Saved entries:
»»

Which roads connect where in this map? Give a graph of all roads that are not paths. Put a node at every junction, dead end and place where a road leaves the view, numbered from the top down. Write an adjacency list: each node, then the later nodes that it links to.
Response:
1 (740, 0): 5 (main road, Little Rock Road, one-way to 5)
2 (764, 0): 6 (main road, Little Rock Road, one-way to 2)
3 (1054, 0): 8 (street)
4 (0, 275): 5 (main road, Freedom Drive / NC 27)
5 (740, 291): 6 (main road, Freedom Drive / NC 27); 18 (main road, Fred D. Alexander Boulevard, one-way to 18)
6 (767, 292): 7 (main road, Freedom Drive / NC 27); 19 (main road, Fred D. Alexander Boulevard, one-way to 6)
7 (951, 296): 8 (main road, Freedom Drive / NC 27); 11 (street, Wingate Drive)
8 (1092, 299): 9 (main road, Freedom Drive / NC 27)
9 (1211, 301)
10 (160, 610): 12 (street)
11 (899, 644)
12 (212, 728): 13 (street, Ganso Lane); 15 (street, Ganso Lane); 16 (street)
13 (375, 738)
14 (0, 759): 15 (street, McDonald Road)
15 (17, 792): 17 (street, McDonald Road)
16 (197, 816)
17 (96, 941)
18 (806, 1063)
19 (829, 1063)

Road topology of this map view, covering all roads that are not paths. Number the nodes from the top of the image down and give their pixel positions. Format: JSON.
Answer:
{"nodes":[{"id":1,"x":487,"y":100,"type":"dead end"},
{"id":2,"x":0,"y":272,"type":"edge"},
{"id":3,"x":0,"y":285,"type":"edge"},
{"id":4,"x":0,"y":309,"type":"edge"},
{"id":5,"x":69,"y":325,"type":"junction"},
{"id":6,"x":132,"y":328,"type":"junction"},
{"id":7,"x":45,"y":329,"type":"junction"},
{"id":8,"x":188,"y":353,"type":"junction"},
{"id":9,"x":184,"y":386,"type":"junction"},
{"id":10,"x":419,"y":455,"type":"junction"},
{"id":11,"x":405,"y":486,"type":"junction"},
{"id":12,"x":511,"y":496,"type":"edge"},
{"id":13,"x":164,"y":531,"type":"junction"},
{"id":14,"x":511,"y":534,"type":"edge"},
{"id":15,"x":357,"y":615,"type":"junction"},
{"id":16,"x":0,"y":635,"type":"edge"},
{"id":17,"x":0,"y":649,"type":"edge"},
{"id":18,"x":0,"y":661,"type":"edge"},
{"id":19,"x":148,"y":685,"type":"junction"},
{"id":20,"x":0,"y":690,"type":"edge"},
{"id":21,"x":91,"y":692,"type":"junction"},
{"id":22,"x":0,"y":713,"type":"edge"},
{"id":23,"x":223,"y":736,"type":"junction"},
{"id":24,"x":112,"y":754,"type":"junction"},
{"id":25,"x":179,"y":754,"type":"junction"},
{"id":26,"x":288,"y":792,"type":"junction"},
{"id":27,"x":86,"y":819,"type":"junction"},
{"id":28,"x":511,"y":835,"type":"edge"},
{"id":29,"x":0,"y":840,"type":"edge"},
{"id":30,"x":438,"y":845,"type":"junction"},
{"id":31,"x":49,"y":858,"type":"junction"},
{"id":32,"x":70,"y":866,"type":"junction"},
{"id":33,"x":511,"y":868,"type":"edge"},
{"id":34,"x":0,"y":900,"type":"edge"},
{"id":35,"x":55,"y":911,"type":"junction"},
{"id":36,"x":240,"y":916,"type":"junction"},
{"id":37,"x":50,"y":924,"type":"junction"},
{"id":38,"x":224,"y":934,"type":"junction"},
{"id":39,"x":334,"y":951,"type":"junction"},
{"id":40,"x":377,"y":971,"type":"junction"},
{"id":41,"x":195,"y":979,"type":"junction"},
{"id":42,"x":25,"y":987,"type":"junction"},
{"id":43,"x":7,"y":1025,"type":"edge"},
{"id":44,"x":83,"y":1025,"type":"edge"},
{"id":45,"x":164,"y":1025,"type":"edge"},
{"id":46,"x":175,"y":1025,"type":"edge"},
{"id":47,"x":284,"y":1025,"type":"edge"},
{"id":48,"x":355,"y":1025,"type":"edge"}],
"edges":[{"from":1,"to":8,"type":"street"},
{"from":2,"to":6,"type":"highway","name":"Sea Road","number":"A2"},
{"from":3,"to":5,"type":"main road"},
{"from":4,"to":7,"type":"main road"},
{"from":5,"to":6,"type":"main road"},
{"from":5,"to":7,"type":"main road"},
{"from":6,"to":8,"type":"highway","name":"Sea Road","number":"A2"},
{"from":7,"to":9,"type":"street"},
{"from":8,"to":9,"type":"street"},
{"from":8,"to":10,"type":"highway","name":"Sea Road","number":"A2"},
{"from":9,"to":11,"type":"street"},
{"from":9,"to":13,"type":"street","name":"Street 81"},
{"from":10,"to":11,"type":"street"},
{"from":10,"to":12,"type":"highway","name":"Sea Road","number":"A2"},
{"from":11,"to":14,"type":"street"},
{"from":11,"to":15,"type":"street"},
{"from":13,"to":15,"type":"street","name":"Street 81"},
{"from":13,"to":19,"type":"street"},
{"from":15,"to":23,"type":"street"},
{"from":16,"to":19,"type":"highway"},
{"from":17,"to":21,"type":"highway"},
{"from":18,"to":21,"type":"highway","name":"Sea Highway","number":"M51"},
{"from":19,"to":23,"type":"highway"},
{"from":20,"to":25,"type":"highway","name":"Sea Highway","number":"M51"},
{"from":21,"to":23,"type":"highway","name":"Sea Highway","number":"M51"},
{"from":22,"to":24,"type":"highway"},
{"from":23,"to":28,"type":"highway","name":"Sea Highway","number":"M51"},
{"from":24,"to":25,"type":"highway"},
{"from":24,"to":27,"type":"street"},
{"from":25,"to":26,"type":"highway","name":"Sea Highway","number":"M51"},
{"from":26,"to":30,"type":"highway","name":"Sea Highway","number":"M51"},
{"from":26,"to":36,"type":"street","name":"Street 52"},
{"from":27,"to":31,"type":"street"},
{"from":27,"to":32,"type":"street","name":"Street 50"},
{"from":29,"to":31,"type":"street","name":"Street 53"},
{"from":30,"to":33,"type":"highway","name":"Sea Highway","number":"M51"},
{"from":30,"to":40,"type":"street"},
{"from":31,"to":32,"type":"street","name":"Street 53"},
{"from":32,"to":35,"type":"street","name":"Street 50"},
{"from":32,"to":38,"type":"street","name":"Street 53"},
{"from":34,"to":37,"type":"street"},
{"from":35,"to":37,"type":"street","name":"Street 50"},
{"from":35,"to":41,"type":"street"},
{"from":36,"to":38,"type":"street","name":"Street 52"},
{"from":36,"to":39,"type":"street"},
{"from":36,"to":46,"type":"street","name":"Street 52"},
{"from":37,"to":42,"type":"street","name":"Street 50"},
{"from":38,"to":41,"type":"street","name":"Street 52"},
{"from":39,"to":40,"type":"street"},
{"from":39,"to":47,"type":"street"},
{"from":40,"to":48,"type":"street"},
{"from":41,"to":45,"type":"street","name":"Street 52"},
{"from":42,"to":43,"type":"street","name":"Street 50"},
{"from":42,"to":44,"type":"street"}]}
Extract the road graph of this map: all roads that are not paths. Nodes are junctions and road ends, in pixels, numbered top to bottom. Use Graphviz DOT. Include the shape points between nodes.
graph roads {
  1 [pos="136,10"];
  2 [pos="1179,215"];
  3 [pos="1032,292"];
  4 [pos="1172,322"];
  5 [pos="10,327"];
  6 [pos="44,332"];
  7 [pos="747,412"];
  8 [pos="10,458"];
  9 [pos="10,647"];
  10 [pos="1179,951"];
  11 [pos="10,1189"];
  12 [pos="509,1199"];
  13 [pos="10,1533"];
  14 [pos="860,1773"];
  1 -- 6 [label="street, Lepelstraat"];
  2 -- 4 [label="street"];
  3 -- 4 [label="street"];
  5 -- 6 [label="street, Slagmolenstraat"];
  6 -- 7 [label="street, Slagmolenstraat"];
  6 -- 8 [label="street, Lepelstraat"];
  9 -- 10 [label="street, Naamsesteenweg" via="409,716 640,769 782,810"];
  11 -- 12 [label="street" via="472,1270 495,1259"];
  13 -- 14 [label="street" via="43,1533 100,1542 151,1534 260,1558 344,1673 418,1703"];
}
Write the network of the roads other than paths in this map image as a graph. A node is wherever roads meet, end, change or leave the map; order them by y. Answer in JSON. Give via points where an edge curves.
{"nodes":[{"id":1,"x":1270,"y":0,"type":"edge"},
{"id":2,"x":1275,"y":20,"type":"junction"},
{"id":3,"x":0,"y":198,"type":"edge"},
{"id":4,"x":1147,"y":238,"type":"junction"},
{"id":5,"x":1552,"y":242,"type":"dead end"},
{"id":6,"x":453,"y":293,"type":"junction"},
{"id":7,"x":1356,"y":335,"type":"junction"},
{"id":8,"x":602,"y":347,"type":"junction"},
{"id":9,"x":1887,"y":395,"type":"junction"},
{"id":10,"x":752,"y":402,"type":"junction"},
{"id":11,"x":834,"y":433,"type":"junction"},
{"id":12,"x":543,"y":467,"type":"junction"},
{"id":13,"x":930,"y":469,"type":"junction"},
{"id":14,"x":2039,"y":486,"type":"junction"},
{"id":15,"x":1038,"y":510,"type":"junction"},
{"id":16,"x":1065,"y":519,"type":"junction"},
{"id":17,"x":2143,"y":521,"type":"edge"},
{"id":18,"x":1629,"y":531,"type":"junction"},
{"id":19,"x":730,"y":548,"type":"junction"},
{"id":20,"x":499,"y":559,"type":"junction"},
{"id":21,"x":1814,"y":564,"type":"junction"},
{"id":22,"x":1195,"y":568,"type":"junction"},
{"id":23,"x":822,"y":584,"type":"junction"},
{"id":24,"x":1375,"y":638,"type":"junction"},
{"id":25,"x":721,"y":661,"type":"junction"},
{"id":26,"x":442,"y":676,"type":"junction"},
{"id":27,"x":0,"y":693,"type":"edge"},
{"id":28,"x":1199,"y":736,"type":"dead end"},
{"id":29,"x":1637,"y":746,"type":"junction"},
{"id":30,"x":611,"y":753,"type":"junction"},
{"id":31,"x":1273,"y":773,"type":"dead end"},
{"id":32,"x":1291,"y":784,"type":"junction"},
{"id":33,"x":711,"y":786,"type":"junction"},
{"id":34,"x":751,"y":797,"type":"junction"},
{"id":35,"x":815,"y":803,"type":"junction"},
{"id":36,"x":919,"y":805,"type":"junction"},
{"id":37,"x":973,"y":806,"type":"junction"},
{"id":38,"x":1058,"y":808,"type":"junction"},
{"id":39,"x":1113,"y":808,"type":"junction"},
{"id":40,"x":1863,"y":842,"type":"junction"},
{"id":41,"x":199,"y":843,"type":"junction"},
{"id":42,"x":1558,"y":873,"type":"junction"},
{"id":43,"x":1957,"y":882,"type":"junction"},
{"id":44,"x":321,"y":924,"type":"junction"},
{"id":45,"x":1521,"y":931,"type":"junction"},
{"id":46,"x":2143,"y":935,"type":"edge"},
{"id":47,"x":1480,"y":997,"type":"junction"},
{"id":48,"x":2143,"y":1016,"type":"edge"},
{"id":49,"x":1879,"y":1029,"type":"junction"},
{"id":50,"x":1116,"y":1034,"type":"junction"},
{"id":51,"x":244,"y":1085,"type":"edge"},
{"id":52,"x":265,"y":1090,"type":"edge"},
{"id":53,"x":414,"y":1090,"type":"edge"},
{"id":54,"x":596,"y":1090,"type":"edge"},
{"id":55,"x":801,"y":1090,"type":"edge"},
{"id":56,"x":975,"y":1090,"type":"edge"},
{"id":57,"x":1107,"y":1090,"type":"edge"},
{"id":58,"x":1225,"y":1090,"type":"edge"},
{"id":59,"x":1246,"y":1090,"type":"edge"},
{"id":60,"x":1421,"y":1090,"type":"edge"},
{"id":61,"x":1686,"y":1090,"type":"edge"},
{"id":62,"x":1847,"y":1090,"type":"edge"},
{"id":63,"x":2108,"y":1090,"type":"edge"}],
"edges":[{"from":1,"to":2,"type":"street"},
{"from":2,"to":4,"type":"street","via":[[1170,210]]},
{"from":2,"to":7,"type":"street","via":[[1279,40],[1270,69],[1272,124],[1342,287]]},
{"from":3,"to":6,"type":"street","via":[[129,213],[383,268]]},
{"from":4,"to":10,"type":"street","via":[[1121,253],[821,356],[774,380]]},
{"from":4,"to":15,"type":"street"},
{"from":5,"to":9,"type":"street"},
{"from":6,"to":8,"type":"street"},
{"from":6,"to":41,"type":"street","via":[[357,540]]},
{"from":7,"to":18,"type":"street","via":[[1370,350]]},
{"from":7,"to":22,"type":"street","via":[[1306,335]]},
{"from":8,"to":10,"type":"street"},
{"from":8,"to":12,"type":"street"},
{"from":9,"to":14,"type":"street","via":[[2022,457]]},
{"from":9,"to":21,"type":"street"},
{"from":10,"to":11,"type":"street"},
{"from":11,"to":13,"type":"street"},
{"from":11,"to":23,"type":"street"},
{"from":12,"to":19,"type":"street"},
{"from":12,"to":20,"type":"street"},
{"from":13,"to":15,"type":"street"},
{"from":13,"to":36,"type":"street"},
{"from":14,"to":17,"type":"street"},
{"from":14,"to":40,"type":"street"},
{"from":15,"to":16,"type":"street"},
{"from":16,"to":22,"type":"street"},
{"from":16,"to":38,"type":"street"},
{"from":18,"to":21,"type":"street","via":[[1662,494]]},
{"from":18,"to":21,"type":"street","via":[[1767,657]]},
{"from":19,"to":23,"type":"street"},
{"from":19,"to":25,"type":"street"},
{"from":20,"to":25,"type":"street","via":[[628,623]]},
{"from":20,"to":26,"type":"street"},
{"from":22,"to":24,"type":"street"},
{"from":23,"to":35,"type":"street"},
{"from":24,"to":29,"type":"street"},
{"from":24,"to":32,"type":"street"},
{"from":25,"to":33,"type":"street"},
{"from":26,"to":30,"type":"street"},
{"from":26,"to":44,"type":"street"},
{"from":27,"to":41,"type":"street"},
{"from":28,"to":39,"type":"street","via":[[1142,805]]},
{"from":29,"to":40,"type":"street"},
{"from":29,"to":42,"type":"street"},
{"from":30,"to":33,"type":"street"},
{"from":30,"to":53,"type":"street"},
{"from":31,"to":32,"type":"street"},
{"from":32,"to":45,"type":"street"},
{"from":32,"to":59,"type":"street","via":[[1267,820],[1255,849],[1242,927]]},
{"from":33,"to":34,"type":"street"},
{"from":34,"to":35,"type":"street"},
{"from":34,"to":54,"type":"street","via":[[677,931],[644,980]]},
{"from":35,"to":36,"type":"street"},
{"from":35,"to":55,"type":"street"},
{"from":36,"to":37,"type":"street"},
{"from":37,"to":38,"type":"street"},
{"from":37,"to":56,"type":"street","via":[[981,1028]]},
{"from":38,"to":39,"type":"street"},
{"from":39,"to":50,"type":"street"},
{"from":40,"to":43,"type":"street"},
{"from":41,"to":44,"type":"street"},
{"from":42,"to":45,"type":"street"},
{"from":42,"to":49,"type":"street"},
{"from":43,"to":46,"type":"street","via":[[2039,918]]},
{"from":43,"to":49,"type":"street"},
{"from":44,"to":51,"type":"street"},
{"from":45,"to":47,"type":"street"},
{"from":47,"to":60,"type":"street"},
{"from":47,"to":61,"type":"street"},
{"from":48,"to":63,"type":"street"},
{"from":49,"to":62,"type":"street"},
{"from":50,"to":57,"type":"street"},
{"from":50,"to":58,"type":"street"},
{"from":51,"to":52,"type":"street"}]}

««

PROBLEM TO SOLVE: Show, from the entries above, every line that includes the string "dead".

PROBLEM SOLUTION:
Which roads connect where in this map? Give a graph of all roads that are not paths. Put a node at every junction, dead end and place where a road leaves the view, numbered from the top down. Write an adjacency list: each node, then the later nodes that it links to.
{"nodes":[{"id":1,"x":487,"y":100,"type":"dead end"},
{"id":5,"x":1552,"y":242,"type":"dead end"},
{"id":28,"x":1199,"y":736,"type":"dead end"},
{"id":31,"x":1273,"y":773,"type":"dead end"},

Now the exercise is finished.